■ What the task asks ■
Of the lines below, copy those that hold the word "Latimer".

■ Input for this task ■
__________________________________________________
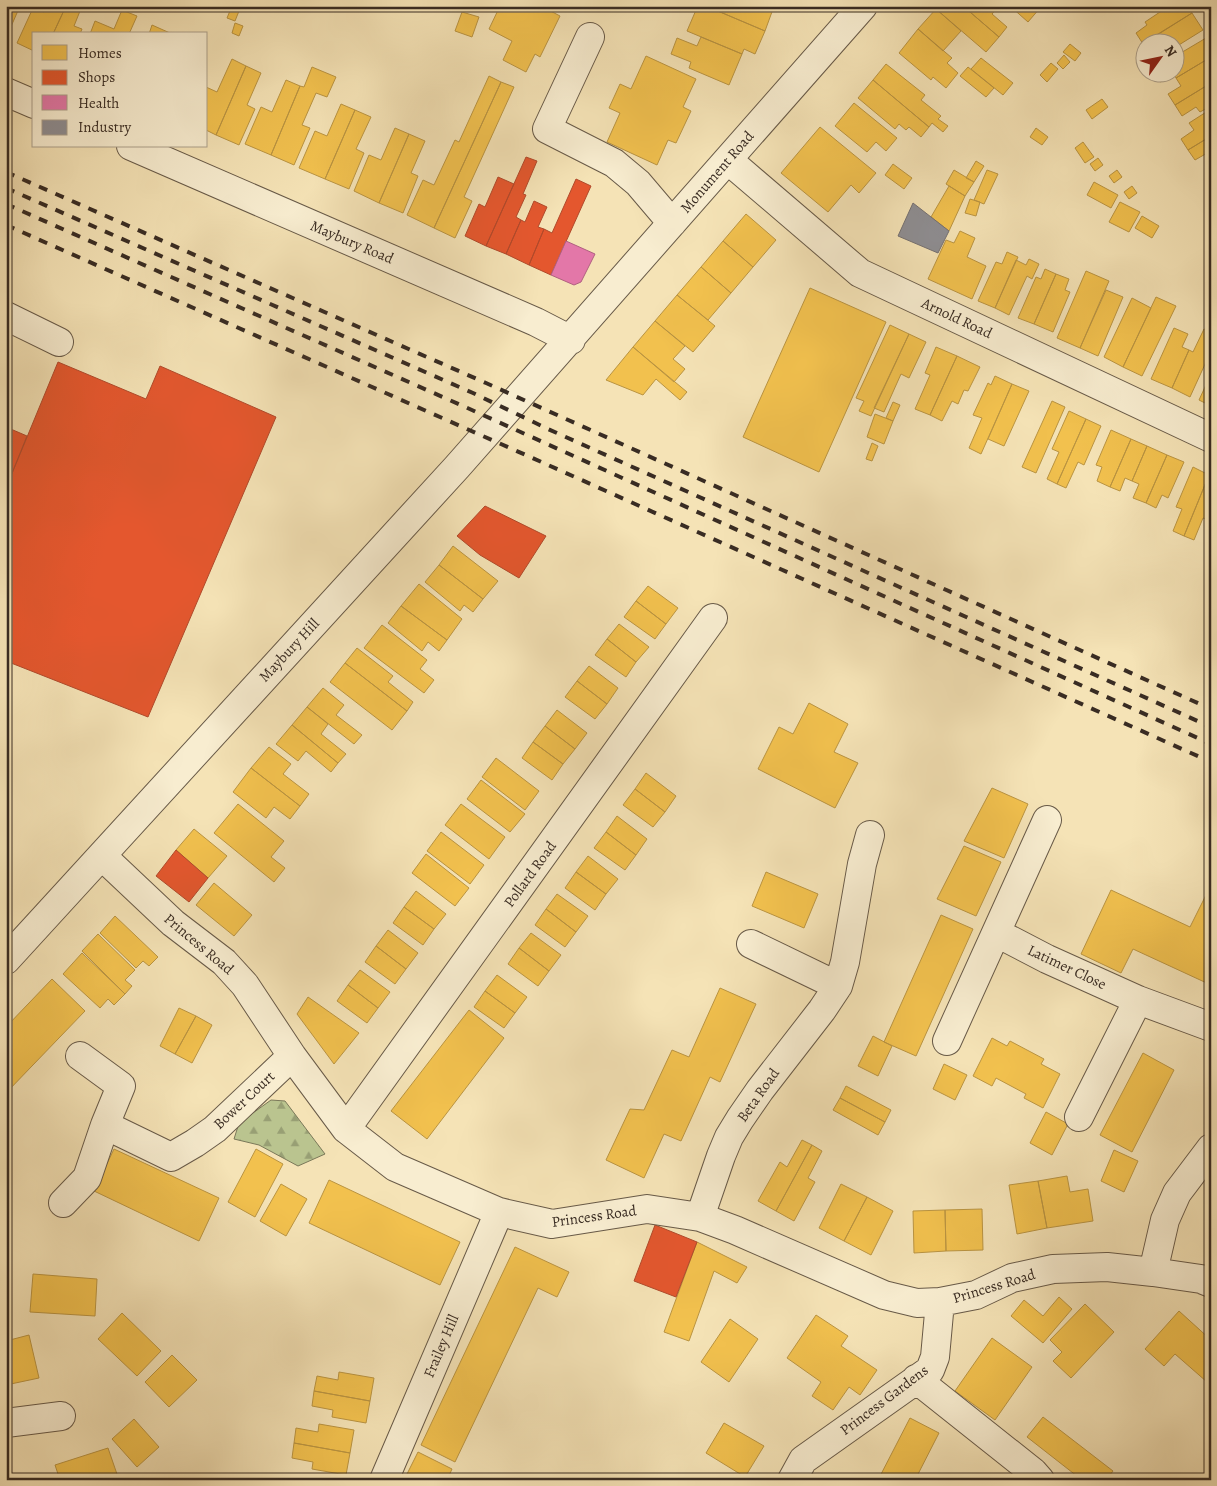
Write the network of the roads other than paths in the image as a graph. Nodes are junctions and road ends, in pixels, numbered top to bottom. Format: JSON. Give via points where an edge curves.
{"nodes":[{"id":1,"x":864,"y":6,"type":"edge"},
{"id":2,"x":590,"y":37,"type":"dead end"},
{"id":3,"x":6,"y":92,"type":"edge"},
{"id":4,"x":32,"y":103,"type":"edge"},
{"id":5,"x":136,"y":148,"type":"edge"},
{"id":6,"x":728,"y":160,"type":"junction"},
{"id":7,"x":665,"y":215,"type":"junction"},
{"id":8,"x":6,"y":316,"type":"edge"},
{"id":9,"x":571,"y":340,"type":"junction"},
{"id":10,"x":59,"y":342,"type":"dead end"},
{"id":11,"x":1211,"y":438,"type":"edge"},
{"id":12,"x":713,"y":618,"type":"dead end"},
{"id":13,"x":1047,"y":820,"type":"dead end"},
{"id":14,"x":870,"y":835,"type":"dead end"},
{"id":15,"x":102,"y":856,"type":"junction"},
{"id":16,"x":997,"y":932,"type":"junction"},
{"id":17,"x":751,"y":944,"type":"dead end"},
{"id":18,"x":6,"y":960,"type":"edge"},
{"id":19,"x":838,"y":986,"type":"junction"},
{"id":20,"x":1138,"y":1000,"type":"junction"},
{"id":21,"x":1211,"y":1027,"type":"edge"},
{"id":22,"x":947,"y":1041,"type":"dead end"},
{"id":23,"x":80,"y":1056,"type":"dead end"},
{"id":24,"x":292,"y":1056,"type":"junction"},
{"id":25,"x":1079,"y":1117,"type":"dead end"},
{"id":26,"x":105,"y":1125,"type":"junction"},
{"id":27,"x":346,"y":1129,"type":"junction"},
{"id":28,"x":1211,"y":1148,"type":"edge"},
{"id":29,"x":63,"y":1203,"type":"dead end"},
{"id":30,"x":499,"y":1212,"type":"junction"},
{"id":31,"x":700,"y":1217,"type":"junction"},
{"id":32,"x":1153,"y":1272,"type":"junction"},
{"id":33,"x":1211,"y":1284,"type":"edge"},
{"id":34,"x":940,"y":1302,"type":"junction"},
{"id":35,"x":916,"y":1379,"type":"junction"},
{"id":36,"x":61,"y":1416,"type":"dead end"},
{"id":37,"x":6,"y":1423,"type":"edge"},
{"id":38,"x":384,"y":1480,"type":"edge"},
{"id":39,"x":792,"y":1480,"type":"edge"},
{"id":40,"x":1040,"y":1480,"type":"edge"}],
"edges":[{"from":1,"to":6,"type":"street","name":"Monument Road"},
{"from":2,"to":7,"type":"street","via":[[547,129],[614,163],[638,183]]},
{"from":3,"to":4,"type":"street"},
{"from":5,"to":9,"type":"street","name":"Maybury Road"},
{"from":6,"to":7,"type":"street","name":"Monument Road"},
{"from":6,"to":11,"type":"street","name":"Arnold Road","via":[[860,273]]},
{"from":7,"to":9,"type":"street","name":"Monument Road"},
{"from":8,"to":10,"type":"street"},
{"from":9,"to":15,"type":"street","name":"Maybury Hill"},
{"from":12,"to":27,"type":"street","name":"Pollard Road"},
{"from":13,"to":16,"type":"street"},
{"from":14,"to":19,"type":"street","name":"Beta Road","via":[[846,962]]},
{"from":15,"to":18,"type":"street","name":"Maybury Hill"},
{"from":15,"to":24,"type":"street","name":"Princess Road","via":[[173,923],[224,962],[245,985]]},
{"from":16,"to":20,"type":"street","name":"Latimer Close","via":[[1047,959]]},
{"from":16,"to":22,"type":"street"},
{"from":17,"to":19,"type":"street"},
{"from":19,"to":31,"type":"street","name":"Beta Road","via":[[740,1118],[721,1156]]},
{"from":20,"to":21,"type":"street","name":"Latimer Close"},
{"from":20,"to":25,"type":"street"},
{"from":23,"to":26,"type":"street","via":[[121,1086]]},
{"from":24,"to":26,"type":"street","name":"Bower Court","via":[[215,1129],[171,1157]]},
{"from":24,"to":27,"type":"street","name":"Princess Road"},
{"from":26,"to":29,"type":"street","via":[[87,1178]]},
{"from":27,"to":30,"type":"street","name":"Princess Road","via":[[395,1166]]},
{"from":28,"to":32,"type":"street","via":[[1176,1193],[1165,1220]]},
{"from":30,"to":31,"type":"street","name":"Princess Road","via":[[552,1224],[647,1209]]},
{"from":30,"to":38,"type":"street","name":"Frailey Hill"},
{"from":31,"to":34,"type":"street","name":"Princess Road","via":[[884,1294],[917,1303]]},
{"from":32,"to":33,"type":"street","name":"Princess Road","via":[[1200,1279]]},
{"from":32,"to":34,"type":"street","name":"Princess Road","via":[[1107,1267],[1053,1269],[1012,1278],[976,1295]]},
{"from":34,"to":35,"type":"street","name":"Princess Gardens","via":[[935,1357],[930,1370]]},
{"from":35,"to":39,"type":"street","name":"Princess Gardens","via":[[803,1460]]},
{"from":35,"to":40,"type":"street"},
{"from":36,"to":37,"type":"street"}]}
__________________________________________________
■ Result of the task ■
{"from":16,"to":20,"type":"street","name":"Latimer Close","via":[[1047,959]]},
{"from":20,"to":21,"type":"street","name":"Latimer Close"},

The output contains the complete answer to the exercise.